Whoever coined the phrase "bigger is better" was a friend of mine. Without his helpful reminder that the finest things in life -- hamburgers, hairdos, firearms -- are best judged on the basis of sheer size, I might be forced to spend my time weighing aesthetic merits and ferreting out subtle nuances. And that sounds like an awful lot like work.
So of course I couldn't wait to strap on my viewing headset when "T-Rex: Back to the Cretaceous" opened this past weekend at Pointe Orlando's Muvico IMAX 3D Theater. The kingpins of wide-screen cinema had turned their attentions to dinosaur lore, a tall-in-the-saddle subject that was even further up their alley of enormity than their previous dalliances with the peaks of Mount Everest and Mick Jagger's lips.
An educational poster outside the theater promised hefty entertainment indeed. It trumpeted the 70mm IMAX as "the largest, highest quality film format in the world -- more than 10 times the size of a conventional film frame." As we learned from an appropriately over-the-top technical run-through that preceded the feature, the sound system was equally huge, consisting of 44 speakers mounted throughout the room. That's even more than Master P has in his car.
I was immediately sold, but it was going to take some pretty grand overtures to impress the blasé young couple seated in front of me, who were visiting Orlando on a weekend trip from Jacksonville. I asked what had made them select an IMAX experience for their Saturday fun.
"There's nothin' else to do," the male half of the duo muttered in disdain. Bring on the dinos!
Goodness, Cretaceous
From the first colossal frames of "T-Rex," a commitment to the visceral was writ large. Stories-tall vistas enveloped the front rows, putting us at the center of an archaeological dig that was a panorama of dust and craggy mountains all around us. The 3-D effect was the extravagant icing on the cake of the already expansive IMAX cinematography.

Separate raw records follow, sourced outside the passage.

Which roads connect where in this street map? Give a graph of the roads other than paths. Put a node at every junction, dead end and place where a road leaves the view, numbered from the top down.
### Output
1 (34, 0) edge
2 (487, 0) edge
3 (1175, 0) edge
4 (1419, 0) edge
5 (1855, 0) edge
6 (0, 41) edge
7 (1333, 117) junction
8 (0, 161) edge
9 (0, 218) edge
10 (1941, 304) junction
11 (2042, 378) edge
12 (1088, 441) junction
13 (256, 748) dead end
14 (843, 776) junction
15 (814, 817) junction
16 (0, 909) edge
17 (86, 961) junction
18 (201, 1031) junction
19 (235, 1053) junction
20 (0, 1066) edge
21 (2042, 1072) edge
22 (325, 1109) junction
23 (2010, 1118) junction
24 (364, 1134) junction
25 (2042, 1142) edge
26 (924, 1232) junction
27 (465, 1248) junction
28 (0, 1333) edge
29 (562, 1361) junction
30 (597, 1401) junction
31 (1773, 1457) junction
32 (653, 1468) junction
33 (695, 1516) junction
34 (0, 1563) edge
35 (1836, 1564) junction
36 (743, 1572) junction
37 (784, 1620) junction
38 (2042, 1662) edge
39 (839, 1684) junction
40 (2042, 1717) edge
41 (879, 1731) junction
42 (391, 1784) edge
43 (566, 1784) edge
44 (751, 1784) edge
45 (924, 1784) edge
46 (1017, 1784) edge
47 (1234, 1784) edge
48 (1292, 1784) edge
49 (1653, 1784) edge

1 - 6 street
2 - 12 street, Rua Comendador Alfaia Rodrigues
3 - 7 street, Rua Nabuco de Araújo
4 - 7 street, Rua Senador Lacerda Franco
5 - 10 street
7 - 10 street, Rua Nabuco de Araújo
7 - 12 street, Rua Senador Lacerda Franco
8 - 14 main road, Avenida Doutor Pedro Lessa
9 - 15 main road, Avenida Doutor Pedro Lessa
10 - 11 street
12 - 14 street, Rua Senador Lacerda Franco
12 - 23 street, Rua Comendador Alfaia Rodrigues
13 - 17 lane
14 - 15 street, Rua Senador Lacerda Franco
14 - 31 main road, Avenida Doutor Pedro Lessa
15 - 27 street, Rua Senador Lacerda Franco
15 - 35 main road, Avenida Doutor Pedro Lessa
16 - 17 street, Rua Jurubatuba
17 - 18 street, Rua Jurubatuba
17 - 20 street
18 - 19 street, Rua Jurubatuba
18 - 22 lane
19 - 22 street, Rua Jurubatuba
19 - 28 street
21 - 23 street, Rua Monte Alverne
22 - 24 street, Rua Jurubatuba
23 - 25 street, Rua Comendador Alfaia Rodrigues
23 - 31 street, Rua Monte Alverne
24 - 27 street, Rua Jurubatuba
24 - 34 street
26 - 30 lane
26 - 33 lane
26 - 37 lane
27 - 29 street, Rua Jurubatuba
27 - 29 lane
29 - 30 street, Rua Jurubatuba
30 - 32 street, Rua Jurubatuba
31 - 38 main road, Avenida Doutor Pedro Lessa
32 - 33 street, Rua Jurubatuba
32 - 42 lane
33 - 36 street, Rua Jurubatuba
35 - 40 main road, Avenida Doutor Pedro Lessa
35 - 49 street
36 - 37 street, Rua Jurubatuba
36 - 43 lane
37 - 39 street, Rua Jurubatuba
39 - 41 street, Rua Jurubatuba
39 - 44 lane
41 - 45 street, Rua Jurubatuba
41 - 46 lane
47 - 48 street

I particularly appreciated that the film didn't wait for the first appearance of its scaly stars to go hog wild with gimmickry, instead indulging in the time-tested 3-D practice of making the most mundane objects the target of intense scrutiny. No one on the screen could pick up a piece of scientific equipment without thrusting it in our faces in a manner that raised fond memories of the cheesy chillers Count Floyd used to host on SCTV. (Remember "Dr. Tongue's 3-D House of Pancakes?")
Even Peter Horton (who played a paleontologist) got into the act, swinging on a rock-climbing rope that brought him millimeters from our heads as we reflexively jerked backward. Though the shot was stunning, having a blown-up version of Horton's calculatedly shaggy puss rubbed up against mine is an experience I'd prefer not to repeat in this lifetime.

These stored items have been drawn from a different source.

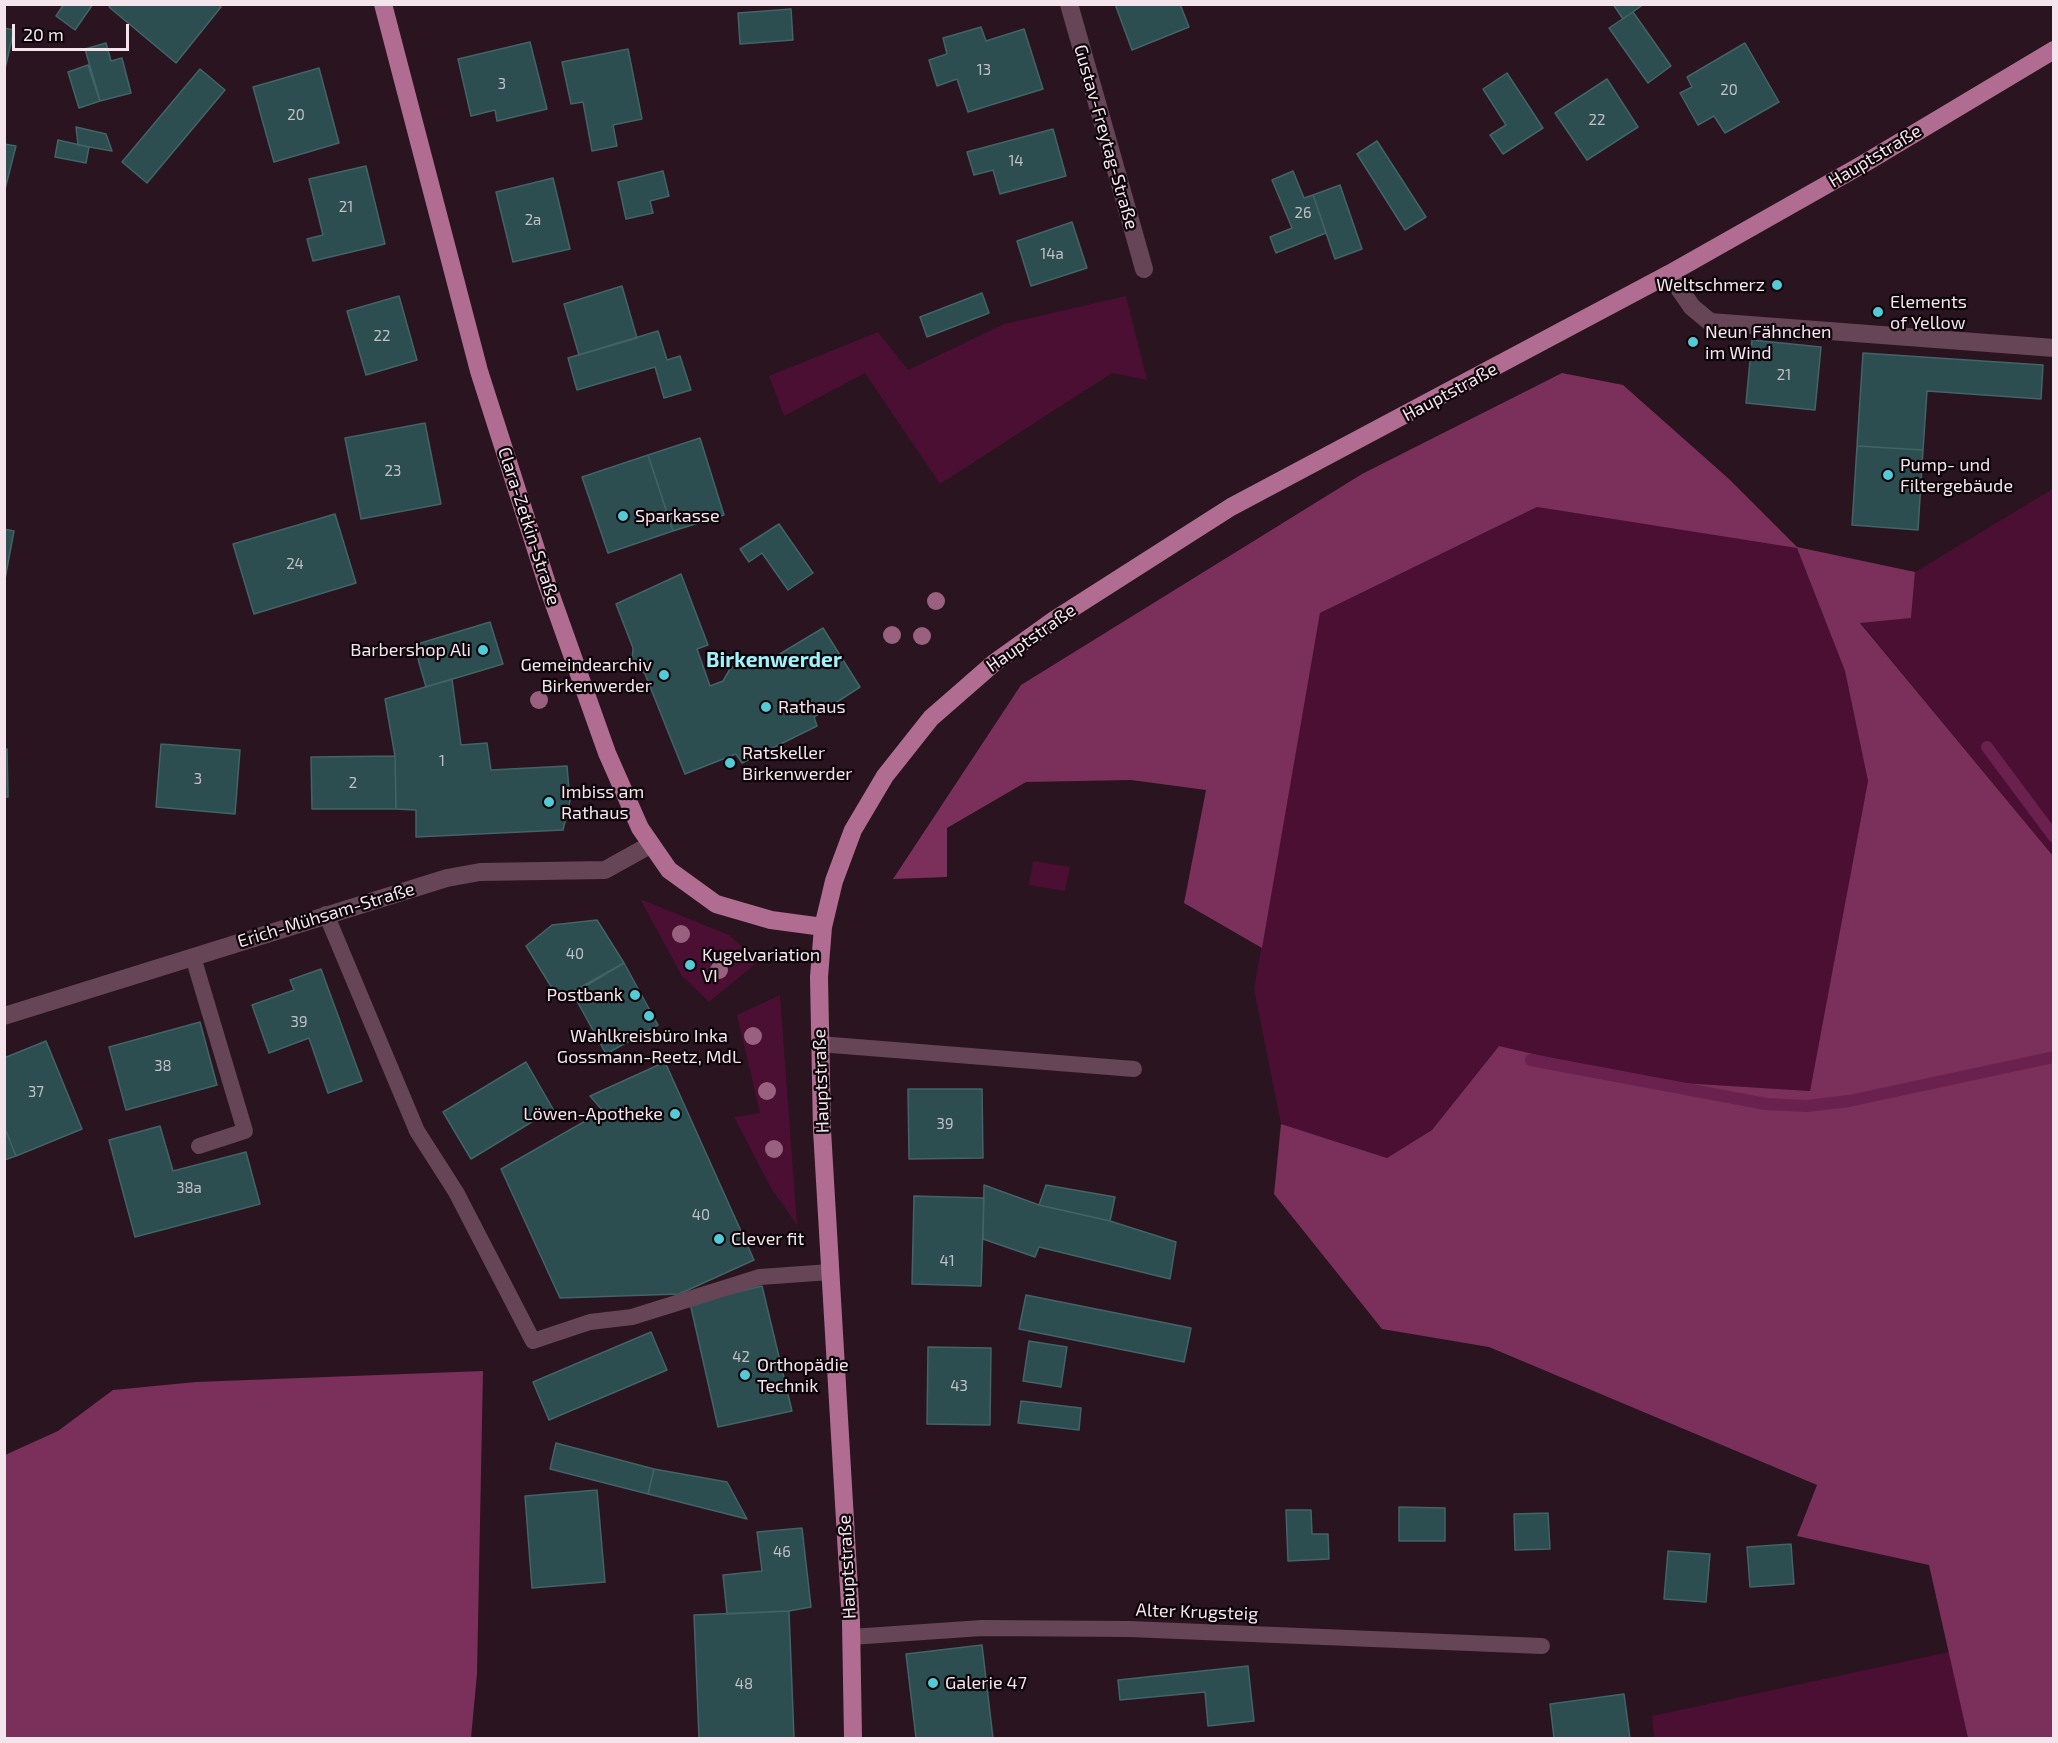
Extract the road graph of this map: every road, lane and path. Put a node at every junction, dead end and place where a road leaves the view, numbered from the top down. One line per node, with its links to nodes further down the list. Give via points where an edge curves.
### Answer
1 (382, 4): 7 (main road, Clara-Zetkin-Straße, via 479,371 548,587 607,753)
2 (1069, 4): 4 (street, Gustav-Freytag-Straße)
3 (2054, 50): 5 (main road, Hauptstraße)
4 (1144, 269)
5 (1669, 274): 6 (street, via 1692,307 1710,322); 9 (main road, Hauptstraße, via 1231,507 994,663 931,718 874,792 847,845)
6 (2054, 348)
7 (650, 845): 8 (street, Erich-Mühsam-Straße, via 605,870 480,872); 9 (main road, Clara-Zetkin-Straße, via 669,870 716,904 771,920)
8 (326, 914): 10 (street, Erich-Mühsam-Straße); 15 (lane, via 417,1131 456,1192 533,1341 590,1322 632,1317 760,1277)
9 (823, 927): 12 (main road, Hauptstraße)
10 (193, 957): 11 (street, Erich-Mühsam-Straße); 14 (lane, via 245,1131)
11 (4, 1017)
12 (819, 1044): 13 (lane); 15 (main road, Hauptstraße)
13 (1134, 1069)
14 (199, 1146)
15 (830, 1272): 16 (main road, Hauptstraße)
16 (851, 1637): 17 (lane, Alter Krugsteig, via 982,1628 1130,1629); 18 (main road, Hauptstraße)
17 (1542, 1646)
18 (853, 1738)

With so much largesse on display, it was easy not to mind that T-Rex's plot, script and acting were unrelentingly atrocious. Horton's Dr. Donald Hayden spent the first third of the movie blithely dismissing the historical theories of his amateur-researcher daughter, Ally (Liz Stauber), an unforgivably whiny teen with a penchant for dinosaur data. A freak accident involving a cracked egg and a mysterious, hallucinatory gas took Ally back in time, allowing her to witness the habits and behaviors of the animals in monstrous close-up.
Massive attack
When the reptilian thespians did arrive, they were every bit the towering, roaring beasties I had expected. Their teeth were as colossal as the Chrysler Building, and their fearsome frames were even imposing when they blew apart in a bombastic instant-extinction scene. My only regret was that they weren't bloodthirsty enough: After enduring Ally's smarty-pants pout for 30 minutes, I had hoped the first T-Rex on the scene would stomp her into jelly. Instead, she remained as unmolested as Donny Osmond returning from the prom.

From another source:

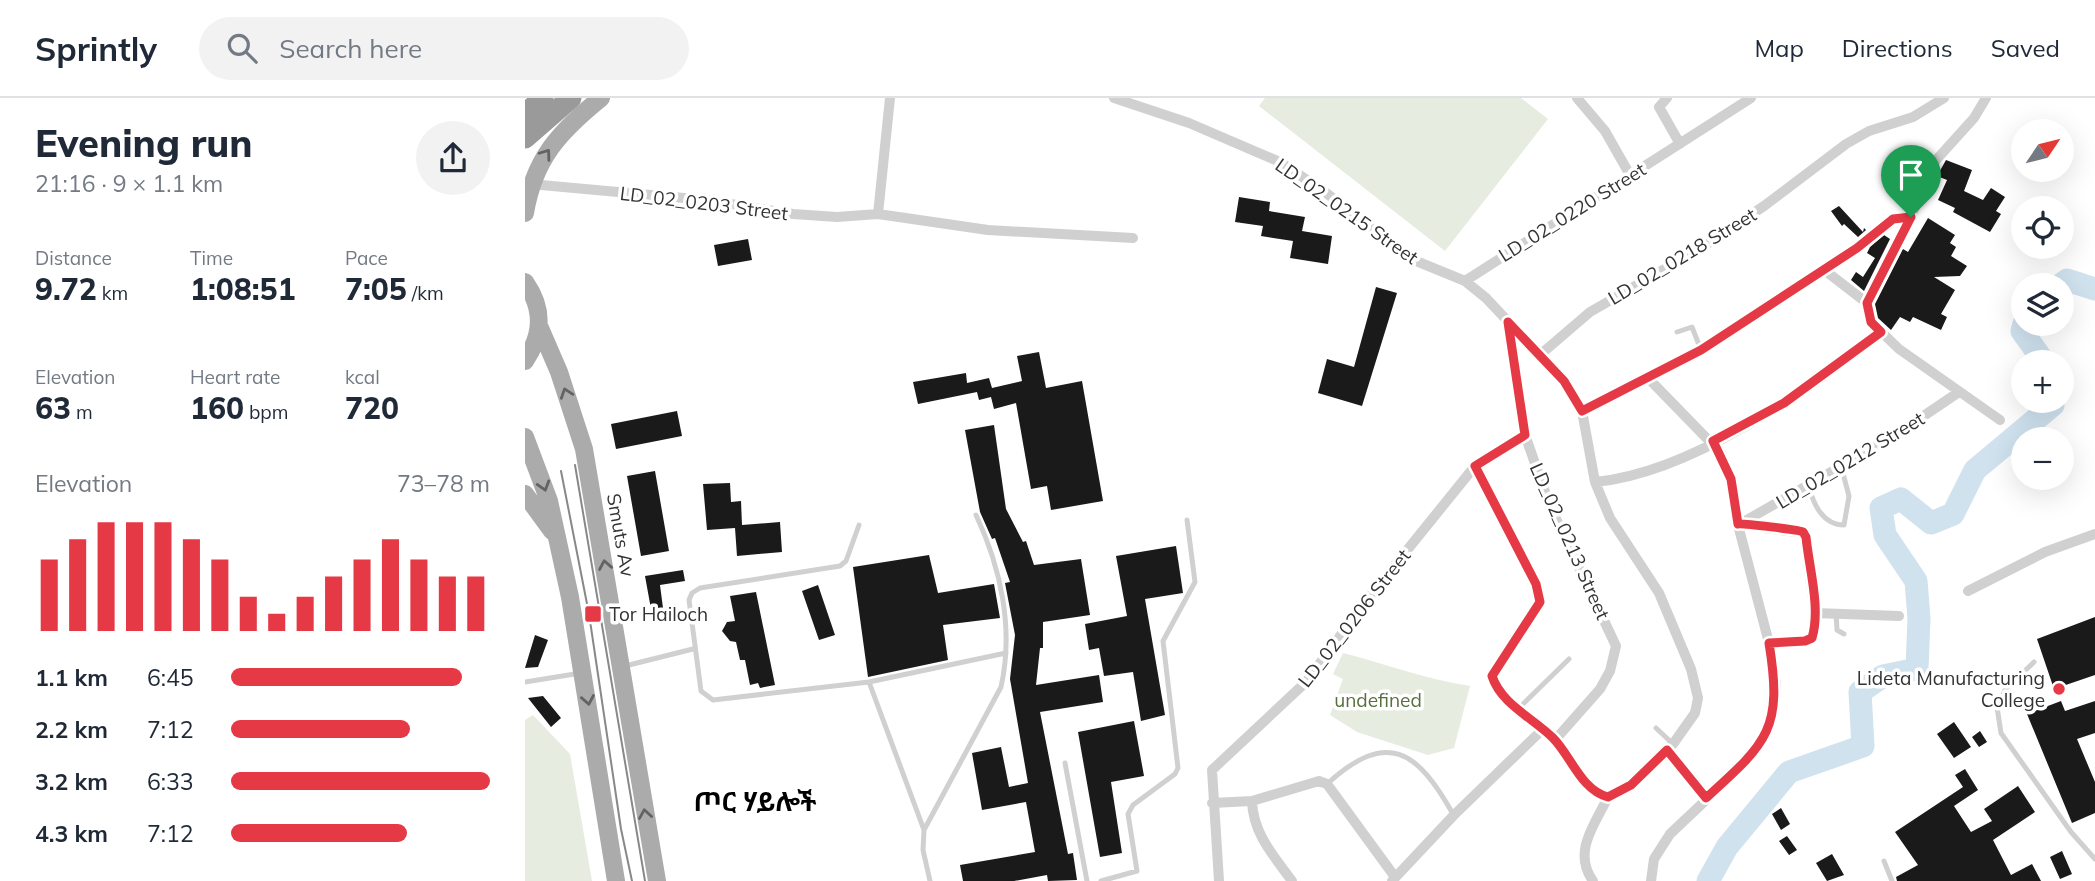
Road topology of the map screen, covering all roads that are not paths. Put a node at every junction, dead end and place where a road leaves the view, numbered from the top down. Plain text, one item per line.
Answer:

That unfulfilled yearning wasn't enough to make me regret the afternoon I had spent in the titanic company of T-Rex. Nor was I bothered that I had spent a whopping $9.50 for only 45 minutes of movie: With IMAX, you're paying by the inch, not the minute. In fact, I walked out convinced that every picture should be an IMAX picture, from summer blockbusters to the humblest indie offerings. No more would ticket-buying fuddy-duddies avoid foreign films like the plague: Imagine how eager they'd be to read subtitles if they were written 15 FEET HIGH!
Maybe I wasn't thinking straight. Slight eye strain and the pressure of the heavy strap-on glasses had left me a little woozy. That's not a complaint; if you walk the path of excess, you have to pay the consequences. But it didn't seem right to leave with only a mild throbbing in the temples. A king-sized headache would have been more fitting.